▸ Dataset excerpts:
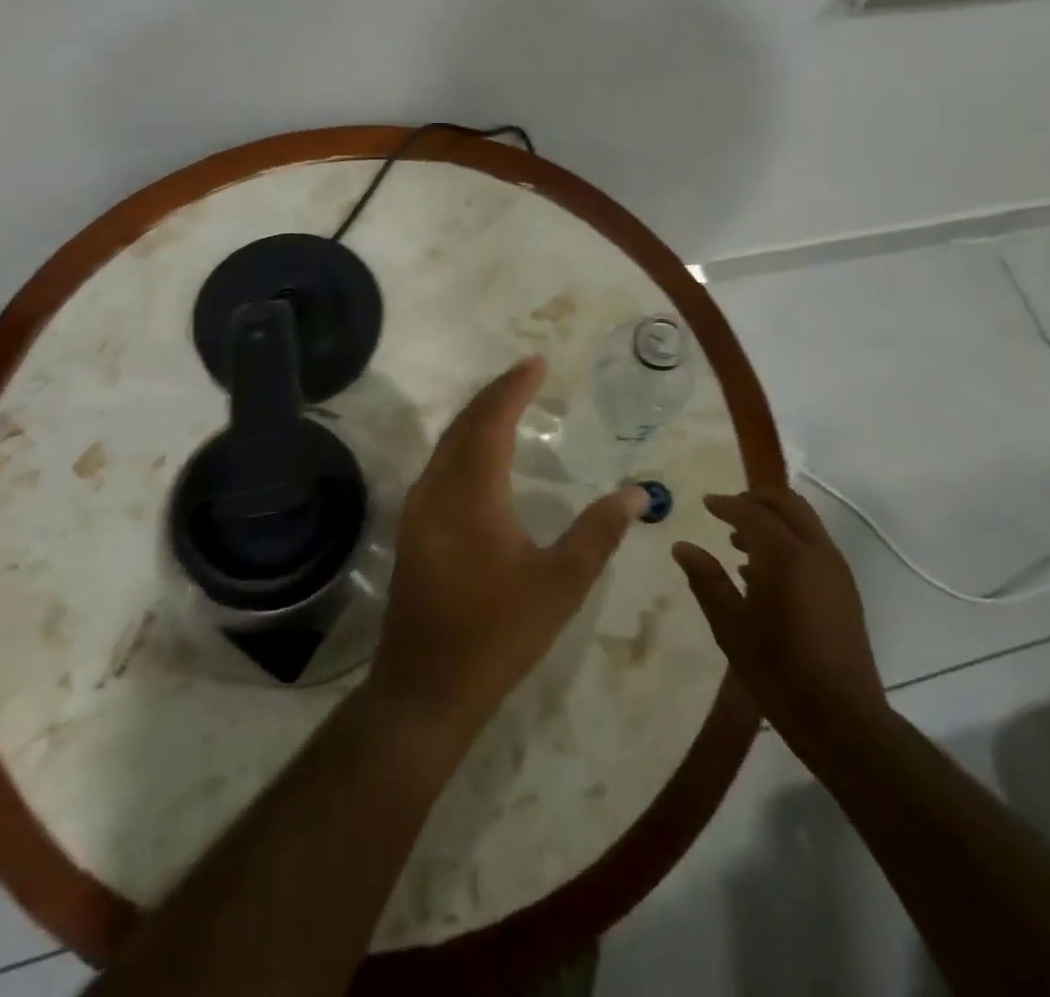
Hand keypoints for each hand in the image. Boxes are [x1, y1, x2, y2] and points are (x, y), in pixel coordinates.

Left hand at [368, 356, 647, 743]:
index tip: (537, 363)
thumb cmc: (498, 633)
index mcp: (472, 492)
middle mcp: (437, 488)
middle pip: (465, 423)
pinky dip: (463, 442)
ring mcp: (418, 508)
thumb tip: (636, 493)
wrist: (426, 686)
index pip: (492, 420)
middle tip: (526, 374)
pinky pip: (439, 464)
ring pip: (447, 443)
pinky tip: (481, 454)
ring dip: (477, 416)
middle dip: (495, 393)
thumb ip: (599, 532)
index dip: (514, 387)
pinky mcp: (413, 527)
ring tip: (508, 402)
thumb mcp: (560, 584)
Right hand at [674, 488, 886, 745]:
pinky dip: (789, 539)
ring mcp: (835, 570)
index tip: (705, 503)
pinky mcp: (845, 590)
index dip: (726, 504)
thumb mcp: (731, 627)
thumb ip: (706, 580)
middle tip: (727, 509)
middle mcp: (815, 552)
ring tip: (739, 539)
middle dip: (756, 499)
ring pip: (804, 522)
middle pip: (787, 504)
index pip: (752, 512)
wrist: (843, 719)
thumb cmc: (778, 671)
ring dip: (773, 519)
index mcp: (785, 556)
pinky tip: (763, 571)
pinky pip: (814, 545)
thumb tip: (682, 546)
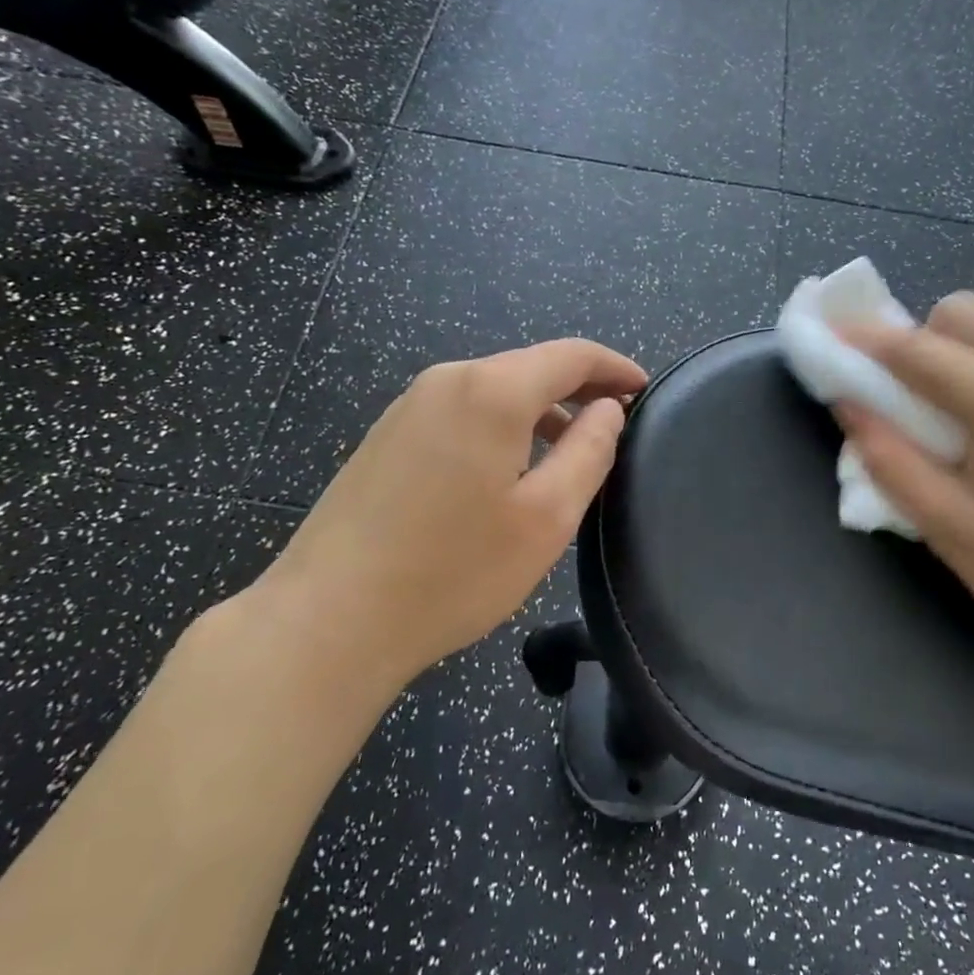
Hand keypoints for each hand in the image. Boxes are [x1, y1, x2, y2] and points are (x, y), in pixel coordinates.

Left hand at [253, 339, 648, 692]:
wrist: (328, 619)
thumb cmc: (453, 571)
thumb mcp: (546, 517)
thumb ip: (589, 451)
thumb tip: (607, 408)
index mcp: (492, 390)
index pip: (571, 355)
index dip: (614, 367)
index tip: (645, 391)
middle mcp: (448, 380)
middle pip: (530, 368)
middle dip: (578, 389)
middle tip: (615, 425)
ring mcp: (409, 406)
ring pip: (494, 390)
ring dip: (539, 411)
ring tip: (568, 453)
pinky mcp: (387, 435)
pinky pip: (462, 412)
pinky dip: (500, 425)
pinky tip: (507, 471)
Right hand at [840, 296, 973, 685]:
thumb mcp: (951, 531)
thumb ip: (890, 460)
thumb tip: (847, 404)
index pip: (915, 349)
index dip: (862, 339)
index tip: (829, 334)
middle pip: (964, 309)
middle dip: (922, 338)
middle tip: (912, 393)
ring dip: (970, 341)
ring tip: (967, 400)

==

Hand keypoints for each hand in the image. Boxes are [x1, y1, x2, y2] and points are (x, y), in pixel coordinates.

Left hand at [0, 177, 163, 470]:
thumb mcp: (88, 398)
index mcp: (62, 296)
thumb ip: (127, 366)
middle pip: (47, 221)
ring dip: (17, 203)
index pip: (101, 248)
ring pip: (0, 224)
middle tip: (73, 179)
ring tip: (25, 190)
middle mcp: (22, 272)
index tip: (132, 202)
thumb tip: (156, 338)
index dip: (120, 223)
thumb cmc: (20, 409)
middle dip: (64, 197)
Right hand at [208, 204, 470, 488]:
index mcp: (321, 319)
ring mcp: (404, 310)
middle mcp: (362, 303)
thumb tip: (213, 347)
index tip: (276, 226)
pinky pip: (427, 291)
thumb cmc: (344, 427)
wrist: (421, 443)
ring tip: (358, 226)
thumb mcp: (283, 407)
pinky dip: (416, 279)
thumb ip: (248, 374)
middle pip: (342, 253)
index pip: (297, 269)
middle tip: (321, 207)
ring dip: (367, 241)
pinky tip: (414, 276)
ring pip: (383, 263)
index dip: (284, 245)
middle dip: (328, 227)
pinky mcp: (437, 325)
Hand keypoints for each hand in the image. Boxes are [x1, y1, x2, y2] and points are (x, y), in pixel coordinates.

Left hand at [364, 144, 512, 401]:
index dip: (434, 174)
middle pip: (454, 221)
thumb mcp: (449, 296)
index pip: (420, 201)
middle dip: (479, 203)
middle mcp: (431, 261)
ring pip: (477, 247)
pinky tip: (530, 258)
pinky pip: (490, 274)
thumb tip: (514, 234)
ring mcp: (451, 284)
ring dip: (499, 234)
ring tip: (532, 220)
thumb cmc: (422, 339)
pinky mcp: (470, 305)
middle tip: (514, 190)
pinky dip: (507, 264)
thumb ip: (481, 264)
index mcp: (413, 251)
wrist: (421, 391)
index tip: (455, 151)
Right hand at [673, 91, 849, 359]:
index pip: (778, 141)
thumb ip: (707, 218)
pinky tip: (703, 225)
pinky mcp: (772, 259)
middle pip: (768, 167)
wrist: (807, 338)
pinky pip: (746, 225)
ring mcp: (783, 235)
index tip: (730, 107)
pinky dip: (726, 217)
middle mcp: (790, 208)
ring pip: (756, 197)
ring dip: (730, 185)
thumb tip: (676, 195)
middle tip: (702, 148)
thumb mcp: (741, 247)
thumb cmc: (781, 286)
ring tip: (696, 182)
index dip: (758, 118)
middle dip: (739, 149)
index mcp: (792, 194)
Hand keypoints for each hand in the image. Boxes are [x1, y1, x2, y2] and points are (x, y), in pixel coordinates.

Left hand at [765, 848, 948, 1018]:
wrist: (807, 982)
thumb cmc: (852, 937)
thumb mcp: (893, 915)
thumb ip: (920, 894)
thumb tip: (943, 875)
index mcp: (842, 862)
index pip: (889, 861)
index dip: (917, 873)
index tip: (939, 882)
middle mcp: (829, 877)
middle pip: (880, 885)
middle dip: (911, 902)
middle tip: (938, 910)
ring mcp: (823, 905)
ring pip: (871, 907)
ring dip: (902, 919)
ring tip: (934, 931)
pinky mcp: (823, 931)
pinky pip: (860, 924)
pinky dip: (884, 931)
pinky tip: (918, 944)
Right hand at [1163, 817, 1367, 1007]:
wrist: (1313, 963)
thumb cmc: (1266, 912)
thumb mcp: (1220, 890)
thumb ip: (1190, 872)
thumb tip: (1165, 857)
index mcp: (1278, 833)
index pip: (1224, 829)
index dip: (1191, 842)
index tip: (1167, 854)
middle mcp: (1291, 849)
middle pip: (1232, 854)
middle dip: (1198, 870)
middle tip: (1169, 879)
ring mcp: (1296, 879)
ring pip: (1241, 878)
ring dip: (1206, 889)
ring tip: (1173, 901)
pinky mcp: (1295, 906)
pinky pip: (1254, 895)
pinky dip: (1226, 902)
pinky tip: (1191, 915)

▸ WHAT THE TASK ASKS:
Lines to set down from above: the line with "index mcp: (792, 194)", the line with "pinky tip: (918, 944)", and every line between, each exactly as written.

▸ ANSWER SECTION:
index mcp: (792, 194)
Hand keypoints for each hand in the image. Boxes are [x1, y1, x2, y2] and points are (x, y), in pixel coordinates.

Left hand at [765, 848, 948, 1018]:
wrist: (807, 982)
thumb cmc: (852, 937)
thumb mcp: (893, 915)
thumb ip: (920, 894)
thumb tip: (943, 875)
index mcp: (842, 862)
index pip: (889, 861)
index dip: (917, 873)
index tip: (939, 882)
middle mcp: (829, 877)
middle pip: (880, 885)
middle dip: (911, 902)
middle tip: (938, 910)
ring mcp: (823, 905)
ring pip: (871, 907)
ring dip: (902, 919)
ring tip: (934, 931)
pinky mcp: (823, 931)
pinky pip: (860, 924)
pinky dip: (884, 931)
pinky tip: (918, 944)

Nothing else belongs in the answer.